Creating a fire is difficult. The tiny box produces flames. But it’s not big enough to light trees on fire. It’s enough to set clothes on fire. And small twigs and leaves. Once a small fire is created, the big logs burn. And once the big log burns, the fire is strong enough to burn everything. It costs one shirt to create a big fire. But the price isn’t high; there are always others with clothes flocking to my sounds. And the smell of blood. Will this prey turn into an other? I removed its brain, climbed a tree to eat it to avoid fighting with the others. Trees are useful. I didn’t think they could be climbed. There’s no handholds, no gaps to place my foot in. But I saw how the prey tried to climb. It hugged the trunk with its arms and legs, inching upwards. Tightening its arms, moving its legs, tightening its legs, moving its arms. But it’s a method that only works with these clothes. They’re tough, not being scratched by the tree’s rough surface.
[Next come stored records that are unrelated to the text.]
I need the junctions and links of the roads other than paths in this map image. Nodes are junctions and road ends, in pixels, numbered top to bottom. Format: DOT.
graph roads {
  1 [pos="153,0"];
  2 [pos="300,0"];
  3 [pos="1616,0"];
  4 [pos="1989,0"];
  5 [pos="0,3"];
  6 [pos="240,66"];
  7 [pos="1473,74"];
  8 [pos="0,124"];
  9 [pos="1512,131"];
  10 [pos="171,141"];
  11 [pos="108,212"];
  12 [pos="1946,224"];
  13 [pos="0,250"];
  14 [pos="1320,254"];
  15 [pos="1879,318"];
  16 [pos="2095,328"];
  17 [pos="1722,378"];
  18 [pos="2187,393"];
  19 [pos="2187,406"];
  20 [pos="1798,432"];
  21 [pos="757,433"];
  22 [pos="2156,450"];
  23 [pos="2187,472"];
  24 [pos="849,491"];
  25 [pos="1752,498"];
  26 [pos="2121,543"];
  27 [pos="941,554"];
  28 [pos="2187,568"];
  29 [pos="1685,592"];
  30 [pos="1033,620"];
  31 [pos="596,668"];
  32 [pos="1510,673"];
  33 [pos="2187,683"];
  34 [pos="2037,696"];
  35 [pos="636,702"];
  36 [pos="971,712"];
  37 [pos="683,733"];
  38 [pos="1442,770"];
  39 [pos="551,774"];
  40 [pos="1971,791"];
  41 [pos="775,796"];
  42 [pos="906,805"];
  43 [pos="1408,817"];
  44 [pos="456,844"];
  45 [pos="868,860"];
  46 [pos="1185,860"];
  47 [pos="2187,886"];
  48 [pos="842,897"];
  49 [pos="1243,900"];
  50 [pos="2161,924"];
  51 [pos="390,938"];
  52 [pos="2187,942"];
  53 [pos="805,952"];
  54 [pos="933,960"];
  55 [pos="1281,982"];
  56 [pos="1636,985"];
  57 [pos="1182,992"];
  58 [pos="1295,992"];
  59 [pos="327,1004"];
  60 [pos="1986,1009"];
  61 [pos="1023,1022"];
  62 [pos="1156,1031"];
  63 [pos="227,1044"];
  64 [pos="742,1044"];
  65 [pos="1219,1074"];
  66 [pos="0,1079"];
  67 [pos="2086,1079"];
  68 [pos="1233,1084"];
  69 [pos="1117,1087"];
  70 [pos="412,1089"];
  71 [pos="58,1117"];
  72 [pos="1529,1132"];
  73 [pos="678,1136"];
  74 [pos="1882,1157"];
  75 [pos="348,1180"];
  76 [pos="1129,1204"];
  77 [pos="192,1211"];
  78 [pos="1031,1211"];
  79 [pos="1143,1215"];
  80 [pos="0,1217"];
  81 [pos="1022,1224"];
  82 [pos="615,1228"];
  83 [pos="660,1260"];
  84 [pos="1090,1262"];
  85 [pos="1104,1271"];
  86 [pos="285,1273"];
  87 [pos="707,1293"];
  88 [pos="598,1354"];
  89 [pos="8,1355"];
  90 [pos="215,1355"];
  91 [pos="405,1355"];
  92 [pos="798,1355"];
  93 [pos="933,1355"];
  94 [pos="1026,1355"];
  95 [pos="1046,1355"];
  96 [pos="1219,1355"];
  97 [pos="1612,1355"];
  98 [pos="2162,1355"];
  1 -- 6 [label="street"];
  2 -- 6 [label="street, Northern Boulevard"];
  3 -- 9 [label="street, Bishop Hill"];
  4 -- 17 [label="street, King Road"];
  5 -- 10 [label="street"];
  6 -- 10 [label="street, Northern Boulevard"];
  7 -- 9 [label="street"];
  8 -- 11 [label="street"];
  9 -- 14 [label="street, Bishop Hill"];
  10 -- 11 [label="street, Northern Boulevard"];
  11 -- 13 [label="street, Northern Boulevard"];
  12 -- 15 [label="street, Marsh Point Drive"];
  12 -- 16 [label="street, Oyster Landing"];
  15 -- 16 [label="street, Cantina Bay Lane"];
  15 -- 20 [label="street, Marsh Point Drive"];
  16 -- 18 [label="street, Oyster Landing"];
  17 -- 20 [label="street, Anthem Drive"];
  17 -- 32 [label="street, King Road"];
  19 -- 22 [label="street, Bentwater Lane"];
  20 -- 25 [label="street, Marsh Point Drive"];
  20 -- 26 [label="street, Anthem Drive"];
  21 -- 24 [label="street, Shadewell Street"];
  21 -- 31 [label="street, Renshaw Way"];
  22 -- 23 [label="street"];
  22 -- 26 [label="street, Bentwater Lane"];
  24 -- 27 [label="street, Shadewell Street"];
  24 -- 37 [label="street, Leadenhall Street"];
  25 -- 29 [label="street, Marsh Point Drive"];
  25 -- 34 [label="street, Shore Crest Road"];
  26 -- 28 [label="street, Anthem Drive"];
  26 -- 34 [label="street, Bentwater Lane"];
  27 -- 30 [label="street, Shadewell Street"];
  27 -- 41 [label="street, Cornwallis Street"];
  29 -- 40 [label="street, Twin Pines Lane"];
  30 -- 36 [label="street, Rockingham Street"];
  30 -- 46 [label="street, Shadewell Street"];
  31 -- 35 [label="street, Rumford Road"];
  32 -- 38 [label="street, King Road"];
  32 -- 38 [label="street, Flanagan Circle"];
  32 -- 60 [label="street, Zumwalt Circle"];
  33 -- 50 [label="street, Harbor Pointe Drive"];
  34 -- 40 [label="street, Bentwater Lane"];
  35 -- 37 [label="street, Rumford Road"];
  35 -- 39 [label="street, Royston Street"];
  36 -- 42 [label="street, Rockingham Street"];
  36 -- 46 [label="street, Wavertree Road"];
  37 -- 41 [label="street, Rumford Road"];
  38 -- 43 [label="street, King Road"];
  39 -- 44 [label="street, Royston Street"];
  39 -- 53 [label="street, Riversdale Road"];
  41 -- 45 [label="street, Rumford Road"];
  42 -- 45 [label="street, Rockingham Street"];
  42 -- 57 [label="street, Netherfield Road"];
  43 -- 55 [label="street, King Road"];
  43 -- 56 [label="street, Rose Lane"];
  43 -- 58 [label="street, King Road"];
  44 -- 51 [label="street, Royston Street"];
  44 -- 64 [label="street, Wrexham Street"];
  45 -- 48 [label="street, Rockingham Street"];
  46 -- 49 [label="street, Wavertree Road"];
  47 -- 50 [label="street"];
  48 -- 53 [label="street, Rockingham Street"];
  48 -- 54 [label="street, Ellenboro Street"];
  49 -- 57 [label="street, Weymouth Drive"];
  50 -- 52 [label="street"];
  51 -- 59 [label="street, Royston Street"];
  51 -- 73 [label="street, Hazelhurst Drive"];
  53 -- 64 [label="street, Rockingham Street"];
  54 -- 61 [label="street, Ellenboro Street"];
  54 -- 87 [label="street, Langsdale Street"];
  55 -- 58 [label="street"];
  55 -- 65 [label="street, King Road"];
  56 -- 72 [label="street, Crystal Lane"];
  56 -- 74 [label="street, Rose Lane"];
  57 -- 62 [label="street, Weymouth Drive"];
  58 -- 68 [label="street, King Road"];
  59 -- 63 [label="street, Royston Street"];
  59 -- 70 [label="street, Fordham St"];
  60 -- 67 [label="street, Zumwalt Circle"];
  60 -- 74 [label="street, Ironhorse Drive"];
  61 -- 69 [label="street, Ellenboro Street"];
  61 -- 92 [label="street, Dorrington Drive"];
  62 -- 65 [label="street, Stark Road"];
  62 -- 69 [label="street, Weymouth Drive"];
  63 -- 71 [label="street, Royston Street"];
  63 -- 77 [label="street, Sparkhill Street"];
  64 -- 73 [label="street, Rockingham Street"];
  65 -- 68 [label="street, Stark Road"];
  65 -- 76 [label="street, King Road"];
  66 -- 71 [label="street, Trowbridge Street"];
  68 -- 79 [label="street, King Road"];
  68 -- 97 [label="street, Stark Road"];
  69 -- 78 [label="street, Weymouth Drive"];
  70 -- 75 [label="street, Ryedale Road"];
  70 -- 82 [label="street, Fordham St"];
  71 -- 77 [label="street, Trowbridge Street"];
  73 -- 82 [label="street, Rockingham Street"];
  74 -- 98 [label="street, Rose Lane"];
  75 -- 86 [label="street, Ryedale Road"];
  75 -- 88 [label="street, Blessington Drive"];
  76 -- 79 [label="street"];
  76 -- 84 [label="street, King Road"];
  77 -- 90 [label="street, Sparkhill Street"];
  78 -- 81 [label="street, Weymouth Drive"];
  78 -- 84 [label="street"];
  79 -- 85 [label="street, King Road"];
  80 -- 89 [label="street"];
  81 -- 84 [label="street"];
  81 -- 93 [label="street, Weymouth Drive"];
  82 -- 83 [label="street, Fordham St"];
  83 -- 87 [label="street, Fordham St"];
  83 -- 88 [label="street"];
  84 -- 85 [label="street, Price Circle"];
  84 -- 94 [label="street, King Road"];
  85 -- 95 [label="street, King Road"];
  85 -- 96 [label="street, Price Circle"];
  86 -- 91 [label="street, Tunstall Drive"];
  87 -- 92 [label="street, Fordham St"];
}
Along with the brains, I broke apart the prey’s body, storing the bones inside of my new bag. Carrying two bags, a metal stick, the arrow shooter. It was cumbersome. The others proved handy once again. One of them is carrying my old bag, with the soon-to-expire marrow. I kept the metal stick and arrow shooter on myself. The arrows fit nicely in the new bag too. As for the two flat metal sticks that the prey had, I tied them to my wrists, above my hand. The flat part is as long as my palm and fingers. Bending my wrist down lets the metal stick out, letting me pierce things without holding them. They might interfere with my movements if my hands move back. But there’s no reason to bend them that way.

As for the broken dome, I put it on the other with my old bag. The dome is broken. But the glass can still be useful, maybe save it from death. I tried wearing it myself. But the web of cracks I created with the arrow made it hard to see out of. Wearing it might bring about the opposite effect, killing me if I don’t see a trap in time. The dome also solves the problem of sluggishness. The others always stop moving around after they eat. With the visor blocking its way, this other won’t eat. It’ll always be active. But it still slows down in the sun. I don’t know why. I’ve tried covering it, reducing its exposure to the sun. But it threw off the clothes I put over it. The others don’t care if I poke them, prod them, pull them, kill them. But covering them with clothes triggers a reaction. Is the sun essential? Is it like food? The others are sluggish after eating. The others are sluggish in the sun. Could the sun be feeding the others? That’s impossible. I can’t eat the sun. I’m smarter than the others. If others could eat sunlight, I’d be the first to know.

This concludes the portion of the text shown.